> _WHAT THE TASK ASKS_
Your task is to output the entries below word for word.

(Records from a data collection)

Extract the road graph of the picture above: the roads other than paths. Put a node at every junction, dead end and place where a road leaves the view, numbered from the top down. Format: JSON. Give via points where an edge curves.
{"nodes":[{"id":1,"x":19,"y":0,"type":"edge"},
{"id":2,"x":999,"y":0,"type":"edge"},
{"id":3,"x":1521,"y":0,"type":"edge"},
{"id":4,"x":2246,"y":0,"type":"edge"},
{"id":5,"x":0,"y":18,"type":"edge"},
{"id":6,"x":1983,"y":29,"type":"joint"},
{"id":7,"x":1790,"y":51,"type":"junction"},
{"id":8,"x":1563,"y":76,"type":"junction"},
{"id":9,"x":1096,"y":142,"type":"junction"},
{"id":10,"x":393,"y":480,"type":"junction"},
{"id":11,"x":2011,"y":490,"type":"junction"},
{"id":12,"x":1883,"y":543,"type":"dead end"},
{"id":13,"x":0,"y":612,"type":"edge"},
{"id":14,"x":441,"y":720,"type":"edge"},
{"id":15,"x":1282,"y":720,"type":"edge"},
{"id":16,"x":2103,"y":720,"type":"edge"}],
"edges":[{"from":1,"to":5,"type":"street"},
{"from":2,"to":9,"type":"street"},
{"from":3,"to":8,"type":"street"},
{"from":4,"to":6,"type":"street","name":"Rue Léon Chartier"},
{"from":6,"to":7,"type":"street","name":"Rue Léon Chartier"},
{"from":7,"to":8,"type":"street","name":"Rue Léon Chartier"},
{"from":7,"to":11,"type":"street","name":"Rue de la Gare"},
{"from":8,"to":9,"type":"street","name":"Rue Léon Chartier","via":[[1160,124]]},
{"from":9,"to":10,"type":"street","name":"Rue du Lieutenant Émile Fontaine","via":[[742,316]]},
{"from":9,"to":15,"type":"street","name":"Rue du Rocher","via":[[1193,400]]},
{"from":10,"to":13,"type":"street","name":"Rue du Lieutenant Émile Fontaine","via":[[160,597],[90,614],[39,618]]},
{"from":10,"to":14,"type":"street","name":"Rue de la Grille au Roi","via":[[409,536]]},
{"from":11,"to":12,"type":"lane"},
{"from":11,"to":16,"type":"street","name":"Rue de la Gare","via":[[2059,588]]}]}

> _EXERCISE RESPONSE_
Extract the road graph of the picture above: the roads other than paths. Put a node at every junction, dead end and place where a road leaves the view, numbered from the top down. Format: JSON. Give via points where an edge curves.
{"nodes":[{"id":1,"x":19,"y":0,"type":"edge"},
{"id":2,"x":999,"y":0,"type":"edge"},
{"id":3,"x":1521,"y":0,"type":"edge"},
{"id":4,"x":2246,"y":0,"type":"edge"},
{"id":5,"x":0,"y":18,"type":"edge"},
{"id":6,"x":1983,"y":29,"type":"joint"},
{"id":7,"x":1790,"y":51,"type":"junction"},
{"id":8,"x":1563,"y":76,"type":"junction"},
{"id":9,"x":1096,"y":142,"type":"junction"},
{"id":10,"x":393,"y":480,"type":"junction"},
{"id":11,"x":2011,"y":490,"type":"junction"},
{"id":12,"x":1883,"y":543,"type":"dead end"},
{"id":13,"x":0,"y":612,"type":"edge"},
{"id":14,"x":441,"y":720,"type":"edge"},
{"id":15,"x":1282,"y":720,"type":"edge"},
{"id":16,"x":2103,"y":720,"type":"edge"}],
"edges":[{"from":1,"to":5,"type":"street"},
{"from":2,"to":9,"type":"street"},
{"from":3,"to":8,"type":"street"},
{"from":4,"to":6,"type":"street","name":"Rue Léon Chartier"},
{"from":6,"to":7,"type":"street","name":"Rue Léon Chartier"},
{"from":7,"to":8,"type":"street","name":"Rue Léon Chartier"},
{"from":7,"to":11,"type":"street","name":"Rue de la Gare"},
{"from":8,"to":9,"type":"street","name":"Rue Léon Chartier","via":[[1160,124]]},
{"from":9,"to":10,"type":"street","name":"Rue du Lieutenant Émile Fontaine","via":[[742,316]]},
{"from":9,"to":15,"type":"street","name":"Rue du Rocher","via":[[1193,400]]},
{"from":10,"to":13,"type":"street","name":"Rue du Lieutenant Émile Fontaine","via":[[160,597],[90,614],[39,618]]},
{"from":10,"to":14,"type":"street","name":"Rue de la Grille au Roi","via":[[409,536]]},
{"from":11,"to":12,"type":"lane"},
{"from":11,"to":16,"type":"street","name":"Rue de la Gare","via":[[2059,588]]}]}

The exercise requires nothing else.